Wer hat den denn auf die Menschheit losgelassen??? |kopfkrat


----------



## Thomas9904 (7. Juni 2017)

*AW: BILD: Kaum ein Klischee über Angler stimmt*

irre, oder?


----------



## Franky (7. Juni 2017)

*AW: BILD: Kaum ein Klischee über Angler stimmt*

Alter Schwede, wenn's mir nicht schon beschissen ginge, würde es nach dem Lesen dieses "Artikels" definitiv der Fall sein!

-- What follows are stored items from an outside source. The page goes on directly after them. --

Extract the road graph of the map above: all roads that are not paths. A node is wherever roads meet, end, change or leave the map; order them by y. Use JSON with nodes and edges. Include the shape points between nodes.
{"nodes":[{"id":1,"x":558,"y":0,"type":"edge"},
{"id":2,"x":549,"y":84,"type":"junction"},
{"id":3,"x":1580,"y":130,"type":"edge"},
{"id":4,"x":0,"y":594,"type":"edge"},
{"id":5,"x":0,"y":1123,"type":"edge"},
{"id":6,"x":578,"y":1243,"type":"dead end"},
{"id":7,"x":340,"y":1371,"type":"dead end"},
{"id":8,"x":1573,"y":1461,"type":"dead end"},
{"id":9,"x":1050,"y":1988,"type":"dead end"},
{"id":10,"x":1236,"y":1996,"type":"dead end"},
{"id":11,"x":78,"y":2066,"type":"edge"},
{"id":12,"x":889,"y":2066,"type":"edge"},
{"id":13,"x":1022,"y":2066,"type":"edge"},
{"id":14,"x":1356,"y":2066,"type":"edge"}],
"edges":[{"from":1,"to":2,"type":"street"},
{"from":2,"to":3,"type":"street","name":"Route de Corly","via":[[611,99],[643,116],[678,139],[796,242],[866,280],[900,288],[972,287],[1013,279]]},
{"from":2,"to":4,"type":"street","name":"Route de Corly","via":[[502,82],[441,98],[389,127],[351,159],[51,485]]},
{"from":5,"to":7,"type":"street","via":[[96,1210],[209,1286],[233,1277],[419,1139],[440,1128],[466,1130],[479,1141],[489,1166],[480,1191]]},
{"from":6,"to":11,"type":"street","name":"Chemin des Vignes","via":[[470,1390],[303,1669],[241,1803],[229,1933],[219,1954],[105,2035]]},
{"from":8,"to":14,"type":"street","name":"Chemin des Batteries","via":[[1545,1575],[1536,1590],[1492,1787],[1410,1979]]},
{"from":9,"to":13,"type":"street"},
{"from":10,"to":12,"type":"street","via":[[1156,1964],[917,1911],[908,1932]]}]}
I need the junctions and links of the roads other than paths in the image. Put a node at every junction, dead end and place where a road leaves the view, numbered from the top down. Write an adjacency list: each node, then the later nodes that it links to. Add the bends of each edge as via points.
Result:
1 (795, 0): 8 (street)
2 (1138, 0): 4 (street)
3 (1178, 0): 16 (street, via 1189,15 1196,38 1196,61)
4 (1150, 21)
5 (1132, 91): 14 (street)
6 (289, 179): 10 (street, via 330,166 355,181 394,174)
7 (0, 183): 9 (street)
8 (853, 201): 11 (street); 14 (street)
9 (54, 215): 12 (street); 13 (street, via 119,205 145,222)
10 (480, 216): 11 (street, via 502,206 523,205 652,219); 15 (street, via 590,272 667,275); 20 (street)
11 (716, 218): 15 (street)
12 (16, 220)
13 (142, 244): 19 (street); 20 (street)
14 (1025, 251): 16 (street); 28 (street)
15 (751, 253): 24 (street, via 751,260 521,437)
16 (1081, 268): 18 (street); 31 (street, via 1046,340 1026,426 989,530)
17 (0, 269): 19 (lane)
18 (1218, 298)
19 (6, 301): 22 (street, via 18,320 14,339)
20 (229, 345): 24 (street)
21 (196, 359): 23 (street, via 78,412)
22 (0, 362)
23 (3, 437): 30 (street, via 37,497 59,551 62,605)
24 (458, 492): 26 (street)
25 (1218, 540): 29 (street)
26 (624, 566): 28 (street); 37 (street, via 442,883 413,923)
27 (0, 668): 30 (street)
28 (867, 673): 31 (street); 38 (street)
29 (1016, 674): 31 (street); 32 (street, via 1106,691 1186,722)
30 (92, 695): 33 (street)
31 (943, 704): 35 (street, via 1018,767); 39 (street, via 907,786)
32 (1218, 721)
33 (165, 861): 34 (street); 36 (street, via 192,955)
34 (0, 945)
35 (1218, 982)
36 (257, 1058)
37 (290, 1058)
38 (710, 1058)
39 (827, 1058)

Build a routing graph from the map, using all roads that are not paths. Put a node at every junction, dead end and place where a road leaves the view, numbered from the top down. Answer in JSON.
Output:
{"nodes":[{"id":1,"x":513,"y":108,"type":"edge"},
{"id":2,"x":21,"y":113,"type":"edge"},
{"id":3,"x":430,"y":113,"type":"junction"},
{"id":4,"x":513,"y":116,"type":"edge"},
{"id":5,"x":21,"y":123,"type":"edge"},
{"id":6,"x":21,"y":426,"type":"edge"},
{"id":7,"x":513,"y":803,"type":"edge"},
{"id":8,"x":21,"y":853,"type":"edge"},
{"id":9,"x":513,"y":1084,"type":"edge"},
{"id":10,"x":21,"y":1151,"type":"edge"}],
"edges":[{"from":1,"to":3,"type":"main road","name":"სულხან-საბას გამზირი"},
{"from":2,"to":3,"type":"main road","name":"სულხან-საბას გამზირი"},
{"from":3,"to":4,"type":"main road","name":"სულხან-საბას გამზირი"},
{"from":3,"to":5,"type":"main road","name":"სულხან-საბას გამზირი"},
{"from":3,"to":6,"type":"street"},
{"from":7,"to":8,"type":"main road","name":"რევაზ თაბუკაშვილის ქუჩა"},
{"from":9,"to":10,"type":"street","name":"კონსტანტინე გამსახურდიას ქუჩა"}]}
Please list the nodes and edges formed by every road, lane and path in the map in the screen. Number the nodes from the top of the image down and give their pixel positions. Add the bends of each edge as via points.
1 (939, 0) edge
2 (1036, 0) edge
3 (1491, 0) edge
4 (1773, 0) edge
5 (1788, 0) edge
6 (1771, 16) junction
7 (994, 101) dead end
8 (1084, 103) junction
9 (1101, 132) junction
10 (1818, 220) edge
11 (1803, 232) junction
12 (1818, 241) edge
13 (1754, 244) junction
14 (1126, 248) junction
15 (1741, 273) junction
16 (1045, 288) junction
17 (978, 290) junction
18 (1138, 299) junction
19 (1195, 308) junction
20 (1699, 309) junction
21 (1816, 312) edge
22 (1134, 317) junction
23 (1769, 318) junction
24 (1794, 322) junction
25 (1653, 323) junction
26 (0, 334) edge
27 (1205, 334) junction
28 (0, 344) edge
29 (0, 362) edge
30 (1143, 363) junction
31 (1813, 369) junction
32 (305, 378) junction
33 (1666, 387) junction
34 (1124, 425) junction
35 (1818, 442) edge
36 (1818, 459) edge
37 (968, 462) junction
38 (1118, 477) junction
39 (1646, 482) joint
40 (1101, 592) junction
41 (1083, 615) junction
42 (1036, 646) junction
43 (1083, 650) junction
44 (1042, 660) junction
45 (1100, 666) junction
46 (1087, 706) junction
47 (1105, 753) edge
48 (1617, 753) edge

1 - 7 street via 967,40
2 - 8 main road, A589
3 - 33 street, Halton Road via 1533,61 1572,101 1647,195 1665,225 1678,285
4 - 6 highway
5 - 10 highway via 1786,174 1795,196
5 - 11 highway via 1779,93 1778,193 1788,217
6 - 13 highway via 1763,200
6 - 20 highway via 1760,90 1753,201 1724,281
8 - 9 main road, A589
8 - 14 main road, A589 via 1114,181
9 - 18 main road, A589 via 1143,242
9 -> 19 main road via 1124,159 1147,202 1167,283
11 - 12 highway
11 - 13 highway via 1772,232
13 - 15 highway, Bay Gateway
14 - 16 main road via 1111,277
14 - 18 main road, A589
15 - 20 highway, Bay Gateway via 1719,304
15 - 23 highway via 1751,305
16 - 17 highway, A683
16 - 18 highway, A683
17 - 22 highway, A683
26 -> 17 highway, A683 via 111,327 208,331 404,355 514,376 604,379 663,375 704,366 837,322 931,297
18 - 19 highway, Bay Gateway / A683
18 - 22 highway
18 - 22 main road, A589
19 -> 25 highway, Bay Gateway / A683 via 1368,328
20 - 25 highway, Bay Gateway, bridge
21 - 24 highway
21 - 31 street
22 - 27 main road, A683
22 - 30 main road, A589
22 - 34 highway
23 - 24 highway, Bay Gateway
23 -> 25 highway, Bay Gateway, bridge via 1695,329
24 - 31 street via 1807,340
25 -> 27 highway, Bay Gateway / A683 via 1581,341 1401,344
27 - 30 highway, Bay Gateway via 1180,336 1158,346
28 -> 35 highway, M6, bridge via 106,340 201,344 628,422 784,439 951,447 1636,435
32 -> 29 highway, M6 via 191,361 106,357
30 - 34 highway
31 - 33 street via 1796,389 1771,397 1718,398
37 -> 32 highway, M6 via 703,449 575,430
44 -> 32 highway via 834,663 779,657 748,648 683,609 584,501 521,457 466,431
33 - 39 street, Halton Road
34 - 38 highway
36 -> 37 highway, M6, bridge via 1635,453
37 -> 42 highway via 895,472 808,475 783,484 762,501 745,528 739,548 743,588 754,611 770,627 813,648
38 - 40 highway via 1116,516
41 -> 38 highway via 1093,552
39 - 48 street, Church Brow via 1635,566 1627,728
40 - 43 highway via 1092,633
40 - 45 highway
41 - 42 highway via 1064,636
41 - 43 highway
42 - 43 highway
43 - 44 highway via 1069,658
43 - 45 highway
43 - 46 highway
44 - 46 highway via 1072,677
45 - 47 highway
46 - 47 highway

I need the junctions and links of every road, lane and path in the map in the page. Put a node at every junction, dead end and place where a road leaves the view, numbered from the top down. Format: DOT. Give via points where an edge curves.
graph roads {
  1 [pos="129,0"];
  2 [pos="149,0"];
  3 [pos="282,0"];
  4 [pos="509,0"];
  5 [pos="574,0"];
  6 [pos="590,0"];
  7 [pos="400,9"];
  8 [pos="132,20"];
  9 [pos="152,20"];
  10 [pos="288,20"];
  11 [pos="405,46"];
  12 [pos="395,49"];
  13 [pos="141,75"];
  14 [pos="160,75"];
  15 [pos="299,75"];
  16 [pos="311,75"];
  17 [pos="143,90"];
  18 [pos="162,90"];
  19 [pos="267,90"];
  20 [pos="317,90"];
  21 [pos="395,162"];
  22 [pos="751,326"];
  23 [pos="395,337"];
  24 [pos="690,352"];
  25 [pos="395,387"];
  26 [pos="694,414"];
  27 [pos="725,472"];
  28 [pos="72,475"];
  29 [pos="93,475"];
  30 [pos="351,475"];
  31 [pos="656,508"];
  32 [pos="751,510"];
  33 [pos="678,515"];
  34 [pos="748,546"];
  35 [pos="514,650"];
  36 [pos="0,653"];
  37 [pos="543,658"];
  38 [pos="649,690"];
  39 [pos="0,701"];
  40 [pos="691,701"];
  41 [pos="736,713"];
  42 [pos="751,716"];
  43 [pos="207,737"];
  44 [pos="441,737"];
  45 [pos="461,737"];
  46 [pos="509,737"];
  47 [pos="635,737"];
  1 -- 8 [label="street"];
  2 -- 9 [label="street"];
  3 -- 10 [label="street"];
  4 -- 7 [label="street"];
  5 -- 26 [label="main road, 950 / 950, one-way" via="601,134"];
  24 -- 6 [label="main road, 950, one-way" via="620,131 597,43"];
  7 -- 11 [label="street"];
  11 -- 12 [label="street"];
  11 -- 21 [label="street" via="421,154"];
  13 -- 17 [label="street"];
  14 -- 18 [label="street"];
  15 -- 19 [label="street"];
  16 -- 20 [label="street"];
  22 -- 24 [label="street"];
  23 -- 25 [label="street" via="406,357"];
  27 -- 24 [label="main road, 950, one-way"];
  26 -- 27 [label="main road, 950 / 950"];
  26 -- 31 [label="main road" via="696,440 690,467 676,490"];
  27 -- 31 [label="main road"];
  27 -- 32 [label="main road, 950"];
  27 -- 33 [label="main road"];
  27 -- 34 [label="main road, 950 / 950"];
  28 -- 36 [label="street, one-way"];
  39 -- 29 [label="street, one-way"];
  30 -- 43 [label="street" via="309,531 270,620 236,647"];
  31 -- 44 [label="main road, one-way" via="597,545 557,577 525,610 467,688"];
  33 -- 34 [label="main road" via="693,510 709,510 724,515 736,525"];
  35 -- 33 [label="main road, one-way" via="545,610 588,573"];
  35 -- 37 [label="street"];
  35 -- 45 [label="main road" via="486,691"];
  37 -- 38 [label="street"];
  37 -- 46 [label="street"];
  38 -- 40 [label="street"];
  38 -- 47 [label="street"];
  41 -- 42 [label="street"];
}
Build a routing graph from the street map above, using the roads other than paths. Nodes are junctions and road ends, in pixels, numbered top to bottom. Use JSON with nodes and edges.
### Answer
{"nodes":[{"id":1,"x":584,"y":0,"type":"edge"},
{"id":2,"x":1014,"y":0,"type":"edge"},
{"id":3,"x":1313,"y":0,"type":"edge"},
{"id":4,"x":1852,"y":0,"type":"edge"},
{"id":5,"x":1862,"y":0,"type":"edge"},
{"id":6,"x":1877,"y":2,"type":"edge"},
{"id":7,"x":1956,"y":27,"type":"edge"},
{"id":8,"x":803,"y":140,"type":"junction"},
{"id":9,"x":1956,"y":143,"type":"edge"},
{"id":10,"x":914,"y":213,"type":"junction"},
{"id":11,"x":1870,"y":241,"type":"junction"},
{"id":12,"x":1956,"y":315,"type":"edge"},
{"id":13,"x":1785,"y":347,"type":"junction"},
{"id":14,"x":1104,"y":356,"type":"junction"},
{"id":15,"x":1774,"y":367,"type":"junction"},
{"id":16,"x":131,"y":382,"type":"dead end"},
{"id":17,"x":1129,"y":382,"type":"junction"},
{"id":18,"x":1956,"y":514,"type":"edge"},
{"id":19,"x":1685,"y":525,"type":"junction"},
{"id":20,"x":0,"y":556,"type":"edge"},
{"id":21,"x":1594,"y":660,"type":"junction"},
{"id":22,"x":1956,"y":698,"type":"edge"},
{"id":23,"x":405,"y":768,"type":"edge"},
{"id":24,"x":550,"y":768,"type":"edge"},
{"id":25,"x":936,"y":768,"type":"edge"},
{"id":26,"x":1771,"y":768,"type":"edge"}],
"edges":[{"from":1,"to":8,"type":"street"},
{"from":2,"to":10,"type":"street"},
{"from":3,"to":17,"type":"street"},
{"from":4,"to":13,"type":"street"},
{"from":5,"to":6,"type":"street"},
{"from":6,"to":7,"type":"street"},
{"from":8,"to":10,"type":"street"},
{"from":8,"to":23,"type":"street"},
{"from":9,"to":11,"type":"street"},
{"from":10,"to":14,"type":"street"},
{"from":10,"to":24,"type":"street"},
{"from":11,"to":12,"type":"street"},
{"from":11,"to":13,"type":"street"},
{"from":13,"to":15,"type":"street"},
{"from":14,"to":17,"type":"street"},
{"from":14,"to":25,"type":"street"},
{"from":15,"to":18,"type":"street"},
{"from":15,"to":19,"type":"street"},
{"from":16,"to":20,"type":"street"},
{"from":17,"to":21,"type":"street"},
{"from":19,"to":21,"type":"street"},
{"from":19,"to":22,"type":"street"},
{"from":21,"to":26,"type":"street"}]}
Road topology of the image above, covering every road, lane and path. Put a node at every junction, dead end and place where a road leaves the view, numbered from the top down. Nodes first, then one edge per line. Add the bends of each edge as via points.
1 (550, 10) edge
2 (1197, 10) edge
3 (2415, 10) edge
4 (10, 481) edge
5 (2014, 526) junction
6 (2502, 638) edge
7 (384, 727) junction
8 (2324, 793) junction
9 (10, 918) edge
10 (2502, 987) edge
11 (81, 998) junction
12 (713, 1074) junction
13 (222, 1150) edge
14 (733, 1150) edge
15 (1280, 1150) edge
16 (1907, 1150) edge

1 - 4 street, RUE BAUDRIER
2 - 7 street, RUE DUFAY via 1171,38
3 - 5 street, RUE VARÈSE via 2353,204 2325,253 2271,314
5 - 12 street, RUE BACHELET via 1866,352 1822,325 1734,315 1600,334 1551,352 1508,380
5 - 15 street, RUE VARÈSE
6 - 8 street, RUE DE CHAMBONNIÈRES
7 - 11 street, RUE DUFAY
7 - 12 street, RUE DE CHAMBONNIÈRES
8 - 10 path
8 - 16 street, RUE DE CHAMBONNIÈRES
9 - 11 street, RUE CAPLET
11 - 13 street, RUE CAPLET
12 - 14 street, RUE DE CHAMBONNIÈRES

Wo haben die denn das ausgegraben?
Fassungslos!
Aber in Zeiten von "Fake-News".........


----------



## Flatfish86 (7. Juni 2017)

*AW: BILD: Kaum ein Klischee über Angler stimmt*

|uhoh: Ich kenne da ja einen recht bekannten "Angler" der den selben Vornamen hat...


----------



## phirania (7. Juni 2017)

*AW: BILD: Kaum ein Klischee über Angler stimmt*

Gibbet bei der Bild wieder Drogen umsonst...?:q

OK, nach dem lesen des Artikels frage ich mich wer mehr an den Drogen genascht hat.
Der Herr Alexander oder die Reporterin.....#q


----------



## Thomas9904 (7. Juni 2017)

*AW: BILD: Kaum ein Klischee über Angler stimmt*

Drogen - daran hab ich noch gar nicht gedacht bei der Ursachenforschung für so ein "Interview".......


----------



## schomi (7. Juni 2017)

*AW: BILD: Kaum ein Klischee über Angler stimmt*

Meine Meinung: 
- der ist völlig durchgeknallt - steht der unter Drogen?
- wie kann ein "Angler" nur so viel scheiß erzählen
- eine schande für unsere Passion


----------



## UMueller (7. Juni 2017)

*AW: BILD: Kaum ein Klischee über Angler stimmt*

Irgendwie krank.#d#d#d


----------



## Thomas9904 (7. Juni 2017)

*AW: BILD: Kaum ein Klischee über Angler stimmt*



UMueller schrieb:


> Irgendwie krank.#d#d#d


irgendwie? 
Bin  fassungslos, sowohl was Fragen (DAS sollen die Top-Angler Klischees sein?) wie Antworten (schreib ich lieber nix zu, sonst müsst ich mich selber sperren...) angeht..


----------



## Schugga (7. Juni 2017)

*AW: BILD: Kaum ein Klischee über Angler stimmt*

Was für ein Spacken....


----------



## phirania (7. Juni 2017)

*AW: BILD: Kaum ein Klischee über Angler stimmt*

Zuviel Sonne hat das Hirn bekommen...
Nun ja bei Erbsengröße brauchts nicht so viel Sonne....


----------



## Koenigsgambit (7. Juni 2017)

*AW: BILD: Kaum ein Klischee über Angler stimmt*

Bitte korrigieren. und  "- Zeitung" streichen.
Bid ist Bild, darf aber das Wort Zeitung schon lange nicht mehr
im namen führen....weil es eben keine Zeitung ist.


----------



## Dennis Knoll (7. Juni 2017)

*AW: BILD: Kaum ein Klischee über Angler stimmt*



Thomas9904 schrieb:


> Ich weiss weder wie die Kollegin der Bild-Zeitung auf diese Klischees kam ...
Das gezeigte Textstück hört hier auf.